Introduction
The spatial and temporal processes that generate and maintain marine
biodiversity are not fully understood (Bowen et al. , 2013; Orsiniet al. , 2013; De Meester et al. , 2016; Costello and
Chaudhary, 2017). Marine populations display diverse patterns of genetic
structure, such as isolation-by-distance (Wright, 1943; Chaves-Fonnegraet al. , 2015; Pérez-Portela, Noyer and Becerro, 2015), regional
clustering (Selkoe et al. , 2014; Brown, Davis and Leys, 2017;
Riesgo et al. , 2019), isolation-by-environment (Orsini et
al. , 2013; Giles et al. , 2015), as well as patterns that are not
clearly linked to spatial or environmental structuring (Cornwellet al. , 2016; Miller et al. , 2018; Taboada et al. ,
2018). However, barriers to dispersal and isolating mechanisms over
small spatial scales, such as the range of marine protected areas,
remain elusive especially for sessile marine organisms with a dispersive
larval stage (Liggins, Treml and Riginos, 2013). Sponges, integral but
often underappreciated assets of benthic communities (Diaz and Rützler,
2001; Bell, 2008; Bell et al. , 2013; De Goeij et al. ,
2013; Dunn, Leys and Haddock, 2015; Webster and Thomas, 2016), are
generally considered to be poor dispersers as their larvae have limited
swimming capacity and are short-lived (Maldonado, 2006). Sponges are
therefore excellent candidates to investigate marine population genetic
structure on small scales.
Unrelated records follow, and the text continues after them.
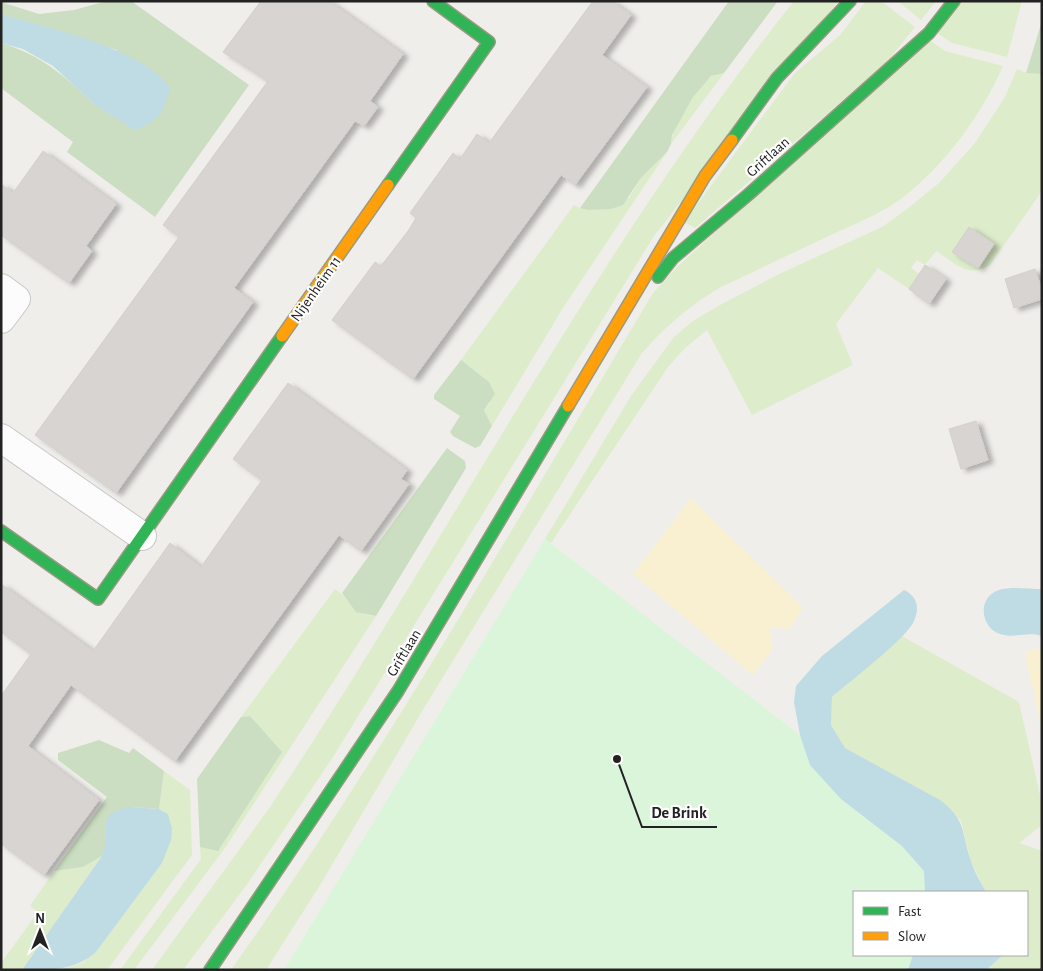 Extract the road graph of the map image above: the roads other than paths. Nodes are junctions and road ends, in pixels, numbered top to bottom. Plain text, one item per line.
1 (433, 1) edge
2 (850, 1) edge
3 (954, 1) edge
4 (1, 288) edge
5 (1, 319) edge
6 (607, 340) junction
7 (1, 438) edge
8 (1, 531) edge
9 (142, 536) junction
10 (210, 970) edge

1 - 9 street, Nijenheim 11
2 - 6 street, Griftlaan
3 - 6 street, Griftlaan
4 - 5 street
6 - 10 street, Griftlaan
7 - 9 street
8 - 9 street, Nijenheim 11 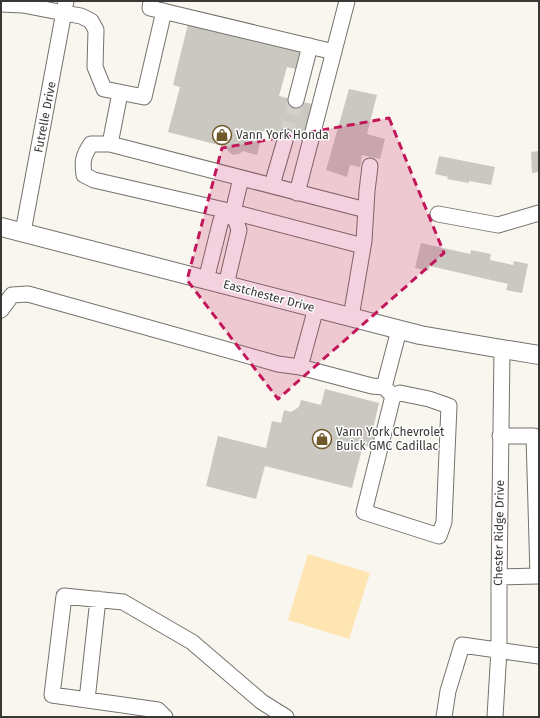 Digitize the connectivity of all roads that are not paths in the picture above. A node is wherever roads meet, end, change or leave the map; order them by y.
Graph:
1 (151, 1) edge
2 (347, 1) edge
3 (1, 4) edge
4 (65, 7) edge
5 (164, 11) junction
6 (310, 46) junction
7 (334, 52) junction
8 (120, 93) junction
9 (296, 100) tunnel mouth
10 (286, 137) tunnel mouth
11 (110, 144) junction
12 (370, 166) dead end
13 (241, 178) junction
14 (272, 185) junction
15 (297, 193) junction
16 (366, 210) junction
17 (233, 212) junction
18 (539, 213) edge
19 (438, 214) dead end
20 (1, 227) edge
21 (23, 232) junction
22 (363, 246) junction
23 (206, 280) junction
24 (226, 285) junction
25 (316, 308) junction
26 (1, 310) edge
27 (351, 317) junction
28 (399, 330) junction
29 (502, 350) junction
30 (539, 355) edge
31 (300, 368) junction
32 (388, 391) junction
33 (500, 436) junction
34 (499, 577) junction
35 (98, 599) junction
36 (500, 649) junction
37 (539, 656) edge
38 (87, 700) junction
39 (165, 717) edge
40 (286, 717) edge
41 (444, 717) edge
42 (496, 717) edge

1 - 5 street
2 - 7 street
3 - 4 street
4 - 8 street
4 - 21 street, Futrelle Drive
5 - 6 street
5 - 8 street
6 - 7 street
6 - 9 street
7 - 15 street
8 - 11 street
10 - 14 street
11 - 13 street
11 - 17 street
12 - 16 street
13 - 14 street
13 - 17 street
14 - 15 street
15 - 16 street
16 - 22 street
17 - 22 street
17 - 23 street
17 - 24 street
18 - 19 street
20 - 21 main road, Eastchester Drive
21 - 23 main road, Eastchester Drive
22 - 27 street
23 - 24 main road, Eastchester Drive
24 - 25 main road, Eastchester Drive
25 - 27 main road, Eastchester Drive
25 - 31 street
26 - 31 street
27 - 28 main road, Eastchester Drive
28 - 29 main road, Eastchester Drive
28 - 32 street
29 - 30 main road, Eastchester Drive
29 - 33 street, Chester Ridge Drive
31 - 32 street
32 - 32 street
33 - 34 street, Chester Ridge Drive
33 - 34 street
34 - 36 street, Chester Ridge Drive
35 - 38 street
35 - 38 street
35 - 40 street
36 - 37 street
36 - 41 street
36 - 42 street, Chester Ridge Drive
38 - 39 street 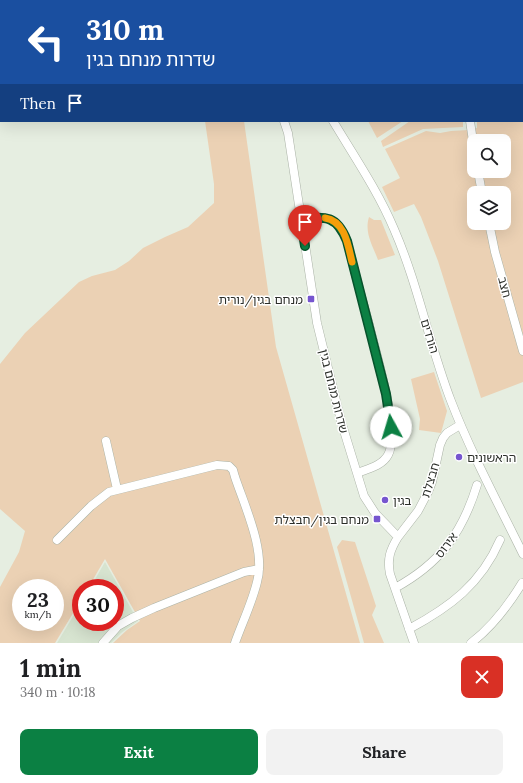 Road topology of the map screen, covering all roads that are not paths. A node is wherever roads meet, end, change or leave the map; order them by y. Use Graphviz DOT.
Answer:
graph roads {
  1 [pos="284,122"];
  2 [pos="334,122"];
  3 [pos="470,122"];
  4 [pos="472,134"];
  5 [pos="301,219"];
  6 [pos="491,230"];
  7 [pos="523,350"];
  8 [pos="460,426"];
  9 [pos="106,441"];
  10 [pos="357,473"];
  11 [pos="477,486"];
  12 [pos="117,489"];
  13 [pos="398,537"];
  14 [pos="57,540"];
  15 [pos="500,540"];
  16 [pos="523,554"];
  17 [pos="259,569"];
  18 [pos="522,583"];
  19 [pos="395,588"];
  20 [pos="409,629"];
  21 [pos="103,643"];
  22 [pos="234,643"];
  23 [pos="414,643"];
  24 [pos="471,643"];
  1 -- 5 [label="street, שדרות מנחם בגין"];
  2 -- 8 [label="street, הורדים"];
  3 -- 4 [label="street"];
  5 -- 10 [label="street, שדרות מנחם בגין"];
  5 -- 10 [label="street"];
  6 -- 7 [label="street, חצב"];
  8 -- 13 [label="street, חבצלת"];
  8 -- 16 [label="street, הורדים"];
  9 -- 12 [label="street"];
  10 -- 13 [label="street, שדרות מנחם בגין"];
  11 -- 19 [label="street, אירוס"];
  12 -- 14 [label="street"];
  12 -- 17 [label="street"];
  13 -- 19 [label="street"];
  15 -- 20 [label="street"];
  17 -- 21 [label="street"];
  17 -- 22 [label="street"];
  18 -- 24 [label="street"];
  19 -- 20 [label="street"];
  20 -- 23 [label="street"];
}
However, despite the recognized relevance of
sponges in benthic ecosystems, results are ambiguous on sponge genetic
diversity, degrees of gene flow between populations and drivers of
divergence.
Different studies have explored how geography, oceanography and
environmental factors may influence gene flow within sponge species. Due
to their restricted dispersal, the spatial scale of sponge gene flow
should be limited. The majority of studies investigating genetic
structure in sponges have revealed species complexes with divergence
among morphologically cryptic lineages (Oppen, Wörheide and Takabayashi,
2002; Wörheide, Solé-Cava and Hooper, 2005; Uriz and Turon, 2012;
Pérez-Portela and Riesgo, 2018). However, studies investigating
within-lineage divergence are scarce. This may be a result of many most
studies using relatively small amounts of genetic data and a single type
of genetic marker (Selkoe et al. , 2016; Timm, 2020). An increase
in number of molecular markers is expected to advance inferences on
demography and structure (Felsenstein, 2004; Allendorf, Hohenlohe and
Luikart, 2010; Kelley et al. , 2016; Pérez-Portela and Riesgo,
2018). Molecular markers commonly used to assess sponge phylogeography
and population structure include mitochondrial markers (mtDNA) such as
Cyochrome c oxidase I (COI ) and ATP6, and nuclear markers such as
introns, internal transcribed spacers (ITS ) and microsatellites
(Oppen, Wörheide and Takabayashi, 2002; Wörheide, Solé-Cava and Hooper,
2005; Uriz and Turon, 2012; Pérez-Portela and Riesgo, 2018). Though
widely used in phylogeographic and population genetic studies (Avise,
2000, 2009), mitochondrial markers exhibit low mutation rates in sponges
(Wörheide, Solé-Cava and Hooper, 2005; Huang et al. , 2008). As a
result, the majority of studies using mtDNA find panmixia among sponge
populations across broad geographic ranges (e.g. Duran, Pascual and
Turon, 2004; Whalan et al. , 2008; De Bakker et al. , 2016;
Ekins et al. , 2016). ITS markers can show more structure
(Bentlage and Wörheide, 2007; Becking et al. , 2013; Ekinset al. , 2016), but generally at larger spatial scales and are
hampered by intra-genomic polymorphisms (Frankham, Briscoe and Ballou,
2002). Microsatellites could be reliable and sufficiently variable to
detect population structure, yet are time-consuming to design de
novo for each species (Frankham, Briscoe and Ballou, 2002;
Pérez-Portela and Riesgo, 2018), and generally relatively few markers
have been used per study (<20), again limiting the molecular
marker panel. Furthermore, microsatellites can be confounded by
homogenizing forces of evolution, making them less effective in
detecting genetic divergence (Oppen, Wörheide and Takabayashi, 2002).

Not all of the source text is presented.